En la Batalla de las Dunas, en 1658, se iba a tomar por culo definitivamente la supremacía militar que los tercios habían dado a España durante más de un siglo. La consecuencia política directa fue la firma del Tratado de los Pirineos, del cual obtuvo Francia importantes cesiones territoriales, como el Rosellón o el condado de Artois, además de la boda de Luis con la infanta española María Teresa de Austria, incluyendo una suculenta dote de medio millón de escudos de oro. Al menos, los franceses dejaron con el culo al aire a los catalanes, que al perder el apoyo Borbón se fueron viniendo abajo hasta que la revuelta independentista fue totalmente sofocada.
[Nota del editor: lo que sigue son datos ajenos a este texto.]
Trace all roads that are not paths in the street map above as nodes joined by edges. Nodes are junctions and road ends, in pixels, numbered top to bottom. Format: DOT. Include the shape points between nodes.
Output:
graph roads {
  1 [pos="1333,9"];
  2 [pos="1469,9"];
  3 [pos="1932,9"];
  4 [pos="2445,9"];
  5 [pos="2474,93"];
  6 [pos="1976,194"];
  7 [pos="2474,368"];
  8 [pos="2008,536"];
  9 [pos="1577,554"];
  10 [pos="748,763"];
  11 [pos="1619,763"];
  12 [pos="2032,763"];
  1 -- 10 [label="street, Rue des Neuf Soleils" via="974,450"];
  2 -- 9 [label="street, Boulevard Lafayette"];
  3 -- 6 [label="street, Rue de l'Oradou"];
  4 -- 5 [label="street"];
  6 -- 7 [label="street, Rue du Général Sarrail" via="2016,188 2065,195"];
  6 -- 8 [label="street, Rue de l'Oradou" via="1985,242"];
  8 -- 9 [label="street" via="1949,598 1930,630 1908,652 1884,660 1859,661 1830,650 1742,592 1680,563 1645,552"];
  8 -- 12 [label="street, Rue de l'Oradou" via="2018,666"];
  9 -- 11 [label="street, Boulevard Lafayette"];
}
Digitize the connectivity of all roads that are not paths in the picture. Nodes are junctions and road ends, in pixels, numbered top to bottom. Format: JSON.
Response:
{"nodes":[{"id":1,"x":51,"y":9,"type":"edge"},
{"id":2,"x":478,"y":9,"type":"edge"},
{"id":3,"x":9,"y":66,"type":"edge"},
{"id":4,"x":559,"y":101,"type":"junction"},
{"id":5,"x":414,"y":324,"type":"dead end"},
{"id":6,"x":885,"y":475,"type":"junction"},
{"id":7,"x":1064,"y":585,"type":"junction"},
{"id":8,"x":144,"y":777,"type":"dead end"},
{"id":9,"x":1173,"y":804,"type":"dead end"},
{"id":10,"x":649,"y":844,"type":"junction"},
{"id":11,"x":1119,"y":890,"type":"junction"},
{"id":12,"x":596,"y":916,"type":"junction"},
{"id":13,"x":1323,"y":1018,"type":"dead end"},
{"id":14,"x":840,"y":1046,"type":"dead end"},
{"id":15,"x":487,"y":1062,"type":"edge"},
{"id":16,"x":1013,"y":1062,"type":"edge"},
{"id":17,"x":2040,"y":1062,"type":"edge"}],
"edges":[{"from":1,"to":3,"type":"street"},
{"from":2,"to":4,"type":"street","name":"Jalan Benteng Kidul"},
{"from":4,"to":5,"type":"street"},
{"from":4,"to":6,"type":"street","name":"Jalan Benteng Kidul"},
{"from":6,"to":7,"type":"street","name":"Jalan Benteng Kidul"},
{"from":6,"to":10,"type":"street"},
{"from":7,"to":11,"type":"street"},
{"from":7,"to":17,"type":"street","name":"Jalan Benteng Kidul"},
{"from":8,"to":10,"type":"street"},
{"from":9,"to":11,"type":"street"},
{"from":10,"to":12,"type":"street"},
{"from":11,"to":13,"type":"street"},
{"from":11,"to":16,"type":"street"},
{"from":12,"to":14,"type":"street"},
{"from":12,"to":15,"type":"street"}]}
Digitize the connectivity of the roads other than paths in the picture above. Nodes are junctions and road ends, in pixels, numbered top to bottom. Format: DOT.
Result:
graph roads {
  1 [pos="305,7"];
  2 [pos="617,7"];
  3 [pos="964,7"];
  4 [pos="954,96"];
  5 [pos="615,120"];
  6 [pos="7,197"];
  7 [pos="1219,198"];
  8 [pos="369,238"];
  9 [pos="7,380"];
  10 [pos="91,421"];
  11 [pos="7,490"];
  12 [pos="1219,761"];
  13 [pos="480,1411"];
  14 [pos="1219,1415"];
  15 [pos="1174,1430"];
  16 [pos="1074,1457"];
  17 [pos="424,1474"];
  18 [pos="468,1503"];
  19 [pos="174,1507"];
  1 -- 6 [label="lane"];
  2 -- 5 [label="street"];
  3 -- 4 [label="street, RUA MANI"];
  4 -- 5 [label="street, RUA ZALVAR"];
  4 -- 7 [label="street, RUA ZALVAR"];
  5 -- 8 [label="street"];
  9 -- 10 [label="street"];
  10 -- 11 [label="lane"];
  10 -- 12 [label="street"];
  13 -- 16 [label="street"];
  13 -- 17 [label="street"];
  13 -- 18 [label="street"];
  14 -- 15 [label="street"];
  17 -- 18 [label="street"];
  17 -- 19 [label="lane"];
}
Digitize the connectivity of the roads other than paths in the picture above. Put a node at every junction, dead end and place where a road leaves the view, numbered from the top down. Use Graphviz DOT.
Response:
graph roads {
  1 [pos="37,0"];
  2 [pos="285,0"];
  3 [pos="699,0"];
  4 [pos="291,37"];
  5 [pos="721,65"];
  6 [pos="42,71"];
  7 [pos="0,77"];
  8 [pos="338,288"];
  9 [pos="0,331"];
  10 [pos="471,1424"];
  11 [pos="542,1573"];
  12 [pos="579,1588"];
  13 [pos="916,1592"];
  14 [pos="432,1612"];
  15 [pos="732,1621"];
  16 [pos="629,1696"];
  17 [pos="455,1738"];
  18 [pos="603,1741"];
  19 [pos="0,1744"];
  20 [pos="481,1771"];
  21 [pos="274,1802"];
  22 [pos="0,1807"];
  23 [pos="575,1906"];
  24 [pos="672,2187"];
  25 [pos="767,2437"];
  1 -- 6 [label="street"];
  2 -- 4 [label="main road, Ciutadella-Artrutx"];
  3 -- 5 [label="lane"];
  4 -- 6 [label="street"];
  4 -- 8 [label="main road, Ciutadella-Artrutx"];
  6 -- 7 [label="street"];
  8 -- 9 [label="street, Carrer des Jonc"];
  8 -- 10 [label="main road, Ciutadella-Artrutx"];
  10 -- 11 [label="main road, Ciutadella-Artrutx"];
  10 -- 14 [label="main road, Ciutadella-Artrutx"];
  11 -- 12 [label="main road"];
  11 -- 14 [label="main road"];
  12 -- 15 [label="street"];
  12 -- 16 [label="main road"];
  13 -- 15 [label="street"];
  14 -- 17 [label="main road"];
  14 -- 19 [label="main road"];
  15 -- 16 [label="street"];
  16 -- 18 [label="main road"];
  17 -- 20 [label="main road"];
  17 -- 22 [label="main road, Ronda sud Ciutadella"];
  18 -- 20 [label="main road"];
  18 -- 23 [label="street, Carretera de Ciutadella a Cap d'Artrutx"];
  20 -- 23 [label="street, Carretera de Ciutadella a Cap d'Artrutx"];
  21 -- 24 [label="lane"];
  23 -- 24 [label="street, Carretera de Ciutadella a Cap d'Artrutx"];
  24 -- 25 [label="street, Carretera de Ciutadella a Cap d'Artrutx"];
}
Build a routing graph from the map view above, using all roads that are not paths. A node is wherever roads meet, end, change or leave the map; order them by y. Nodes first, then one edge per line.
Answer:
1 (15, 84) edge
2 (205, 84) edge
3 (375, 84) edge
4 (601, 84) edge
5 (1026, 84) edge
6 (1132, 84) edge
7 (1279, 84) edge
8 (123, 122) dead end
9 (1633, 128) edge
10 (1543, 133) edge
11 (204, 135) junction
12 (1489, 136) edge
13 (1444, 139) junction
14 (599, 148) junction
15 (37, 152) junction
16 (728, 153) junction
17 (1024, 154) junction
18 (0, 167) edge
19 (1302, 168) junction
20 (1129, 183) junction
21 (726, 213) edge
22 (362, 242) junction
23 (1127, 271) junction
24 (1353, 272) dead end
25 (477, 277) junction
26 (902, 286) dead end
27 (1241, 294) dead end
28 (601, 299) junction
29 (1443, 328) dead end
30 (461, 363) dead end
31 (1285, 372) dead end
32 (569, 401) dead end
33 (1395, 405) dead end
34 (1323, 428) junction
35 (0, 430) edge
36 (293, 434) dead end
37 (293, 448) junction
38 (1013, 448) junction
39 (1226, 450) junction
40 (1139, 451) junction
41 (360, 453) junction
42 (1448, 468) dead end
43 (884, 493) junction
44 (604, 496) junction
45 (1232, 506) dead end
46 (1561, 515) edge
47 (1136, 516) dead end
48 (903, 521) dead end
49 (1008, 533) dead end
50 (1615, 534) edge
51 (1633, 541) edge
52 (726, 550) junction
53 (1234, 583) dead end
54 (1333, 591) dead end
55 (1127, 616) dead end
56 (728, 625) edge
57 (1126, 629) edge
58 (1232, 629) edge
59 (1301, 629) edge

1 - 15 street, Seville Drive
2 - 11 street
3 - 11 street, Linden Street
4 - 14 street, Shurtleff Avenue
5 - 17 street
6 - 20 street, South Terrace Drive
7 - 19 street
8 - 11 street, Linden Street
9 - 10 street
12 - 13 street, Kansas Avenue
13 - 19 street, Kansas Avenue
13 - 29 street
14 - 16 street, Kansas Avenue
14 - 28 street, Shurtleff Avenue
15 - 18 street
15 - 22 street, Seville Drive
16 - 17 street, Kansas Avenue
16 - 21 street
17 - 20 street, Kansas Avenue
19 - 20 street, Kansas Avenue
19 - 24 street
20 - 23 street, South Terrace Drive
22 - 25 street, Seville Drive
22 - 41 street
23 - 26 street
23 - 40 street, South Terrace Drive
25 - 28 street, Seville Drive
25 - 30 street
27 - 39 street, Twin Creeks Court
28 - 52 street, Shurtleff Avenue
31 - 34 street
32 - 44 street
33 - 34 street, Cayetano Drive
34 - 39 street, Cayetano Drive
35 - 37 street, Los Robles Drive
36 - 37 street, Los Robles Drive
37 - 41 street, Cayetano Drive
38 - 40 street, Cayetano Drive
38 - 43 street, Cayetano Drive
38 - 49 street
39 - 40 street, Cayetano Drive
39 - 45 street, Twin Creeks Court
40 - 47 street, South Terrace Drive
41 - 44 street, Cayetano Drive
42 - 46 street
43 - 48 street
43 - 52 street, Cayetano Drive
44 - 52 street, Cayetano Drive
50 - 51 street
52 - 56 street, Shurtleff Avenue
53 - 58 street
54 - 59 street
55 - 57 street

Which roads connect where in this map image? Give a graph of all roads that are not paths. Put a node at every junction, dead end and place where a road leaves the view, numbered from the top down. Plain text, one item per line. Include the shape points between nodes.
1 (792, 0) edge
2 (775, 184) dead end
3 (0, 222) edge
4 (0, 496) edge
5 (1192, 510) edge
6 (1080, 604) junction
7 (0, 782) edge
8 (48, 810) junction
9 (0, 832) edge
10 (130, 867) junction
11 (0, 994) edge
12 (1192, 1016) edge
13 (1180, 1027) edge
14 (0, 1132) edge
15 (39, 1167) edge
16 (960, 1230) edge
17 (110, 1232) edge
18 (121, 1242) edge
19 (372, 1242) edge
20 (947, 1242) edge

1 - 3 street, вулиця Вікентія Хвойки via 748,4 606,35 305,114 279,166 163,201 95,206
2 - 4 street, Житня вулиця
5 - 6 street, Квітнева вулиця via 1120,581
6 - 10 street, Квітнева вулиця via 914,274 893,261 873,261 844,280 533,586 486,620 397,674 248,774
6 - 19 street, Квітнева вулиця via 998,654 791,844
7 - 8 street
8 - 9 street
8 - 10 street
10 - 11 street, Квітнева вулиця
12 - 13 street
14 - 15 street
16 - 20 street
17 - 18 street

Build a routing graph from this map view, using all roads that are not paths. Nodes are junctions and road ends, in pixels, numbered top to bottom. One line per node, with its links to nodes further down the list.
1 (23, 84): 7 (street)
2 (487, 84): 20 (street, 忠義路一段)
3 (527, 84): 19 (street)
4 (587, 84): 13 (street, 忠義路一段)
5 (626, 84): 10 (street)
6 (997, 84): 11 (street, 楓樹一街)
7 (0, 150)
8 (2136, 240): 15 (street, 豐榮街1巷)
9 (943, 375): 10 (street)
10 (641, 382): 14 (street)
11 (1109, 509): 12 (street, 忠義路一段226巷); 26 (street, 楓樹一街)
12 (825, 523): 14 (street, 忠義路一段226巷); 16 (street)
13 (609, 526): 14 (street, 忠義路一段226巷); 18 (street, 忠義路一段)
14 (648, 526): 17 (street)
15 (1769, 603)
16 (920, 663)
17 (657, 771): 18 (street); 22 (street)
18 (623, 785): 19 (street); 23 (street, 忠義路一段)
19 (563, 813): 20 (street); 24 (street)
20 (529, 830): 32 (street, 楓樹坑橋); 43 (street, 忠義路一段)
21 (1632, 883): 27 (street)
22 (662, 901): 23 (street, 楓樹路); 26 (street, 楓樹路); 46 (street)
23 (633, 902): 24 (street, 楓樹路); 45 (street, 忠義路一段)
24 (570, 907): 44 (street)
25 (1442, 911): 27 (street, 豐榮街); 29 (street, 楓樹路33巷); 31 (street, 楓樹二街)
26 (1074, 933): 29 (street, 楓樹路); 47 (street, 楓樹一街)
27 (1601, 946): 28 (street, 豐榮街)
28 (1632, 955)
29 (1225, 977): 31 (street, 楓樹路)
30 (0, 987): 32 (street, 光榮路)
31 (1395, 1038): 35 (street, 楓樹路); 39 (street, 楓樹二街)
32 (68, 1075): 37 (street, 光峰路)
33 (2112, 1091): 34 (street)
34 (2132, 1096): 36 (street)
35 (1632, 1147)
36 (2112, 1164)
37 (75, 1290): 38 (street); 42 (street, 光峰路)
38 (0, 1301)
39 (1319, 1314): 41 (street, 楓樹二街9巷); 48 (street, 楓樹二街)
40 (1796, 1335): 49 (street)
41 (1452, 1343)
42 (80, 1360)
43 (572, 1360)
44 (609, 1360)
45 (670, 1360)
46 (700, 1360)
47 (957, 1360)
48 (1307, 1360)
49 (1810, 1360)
Distinto final tuvo la revuelta en Portugal, en 1665, infligían al ejército español una contundente derrota en Villaviciosa, que llevaría a la firma del Tratado de Lisboa en el cual se reconocía la independencia del país de la Corona española.
Pero esto ya no llegaría a verlo Felipe IV, quien fallecía en septiembre de 1665, dejando el país en manos del único varón legítimo que le había sobrevivido, nada menos que Carlos II el Hechizado, quien por entonces tenía cuatro años, para regocijo de los enemigos de España. Luis XIV, por su parte, veía una nueva oportunidad para dar otro gran bocado a territorio español. En 1667 el ejército francés, al mando del brillante Príncipe de Condé, invadió el Franco Condado con la excusa del impago de la dote de boda entre el monarca francés y la infanta española.
Era la puntilla para una España exhausta que no pudo hacer frente a la acometida francesa, la cual sólo se vio frenada por la intervención internacional. Inglaterra, Suecia y las Provincias Unidas, hasta hace pocos años aliadas de Francia, formaron la Triple Alianza para venir a decirle a Luis XIV que ya estaba bien de expandirse tanto que, al fin y al cabo, no dejaba de ser un monarca católico con demasiado poder. Por el Tratado de Aquisgrán se ponía fin a este conflicto, llamado Guerra de Devolución, por el cual Francia obtenía nuevos territorios, llevando a efecto la política ya iniciada por Richelieu de alejar las fronteras lo más posible de París a costa de los españoles.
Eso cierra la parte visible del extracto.